[Collected data]

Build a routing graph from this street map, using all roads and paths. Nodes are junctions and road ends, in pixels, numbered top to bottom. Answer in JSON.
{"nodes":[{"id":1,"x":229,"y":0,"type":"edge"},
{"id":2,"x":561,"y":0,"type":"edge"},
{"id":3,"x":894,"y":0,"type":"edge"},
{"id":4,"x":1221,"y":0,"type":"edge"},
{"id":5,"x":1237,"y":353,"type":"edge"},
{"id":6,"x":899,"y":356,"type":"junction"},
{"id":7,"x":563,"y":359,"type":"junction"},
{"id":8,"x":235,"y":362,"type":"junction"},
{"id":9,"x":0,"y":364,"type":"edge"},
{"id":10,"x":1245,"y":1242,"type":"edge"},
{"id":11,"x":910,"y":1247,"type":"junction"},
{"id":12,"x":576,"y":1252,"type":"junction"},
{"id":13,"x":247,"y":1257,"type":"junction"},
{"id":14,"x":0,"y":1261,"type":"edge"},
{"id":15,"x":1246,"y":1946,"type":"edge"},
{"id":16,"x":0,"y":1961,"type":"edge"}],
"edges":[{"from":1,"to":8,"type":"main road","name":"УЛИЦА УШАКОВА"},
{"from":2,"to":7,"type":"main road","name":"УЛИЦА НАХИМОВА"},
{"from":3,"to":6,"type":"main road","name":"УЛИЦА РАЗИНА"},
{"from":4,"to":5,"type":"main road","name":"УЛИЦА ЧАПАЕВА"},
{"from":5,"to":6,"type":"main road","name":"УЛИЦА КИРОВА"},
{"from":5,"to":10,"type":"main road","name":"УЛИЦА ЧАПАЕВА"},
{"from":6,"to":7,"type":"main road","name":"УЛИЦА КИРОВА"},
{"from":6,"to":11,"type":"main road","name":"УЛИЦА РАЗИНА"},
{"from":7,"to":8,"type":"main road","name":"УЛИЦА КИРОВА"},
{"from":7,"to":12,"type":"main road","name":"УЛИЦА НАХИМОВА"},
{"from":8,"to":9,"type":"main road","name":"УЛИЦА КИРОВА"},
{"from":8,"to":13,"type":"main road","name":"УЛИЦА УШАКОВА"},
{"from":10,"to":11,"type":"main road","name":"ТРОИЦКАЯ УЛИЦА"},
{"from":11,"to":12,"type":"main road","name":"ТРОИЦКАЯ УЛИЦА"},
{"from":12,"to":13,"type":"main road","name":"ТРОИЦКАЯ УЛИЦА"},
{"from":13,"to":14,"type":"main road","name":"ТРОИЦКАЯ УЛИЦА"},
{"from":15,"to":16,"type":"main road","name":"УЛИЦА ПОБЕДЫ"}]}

▸ Task description
Say how many lines in the data include the string "ТРОИЦКАЯ", giving the number alone.

▸ Result of this exercise
4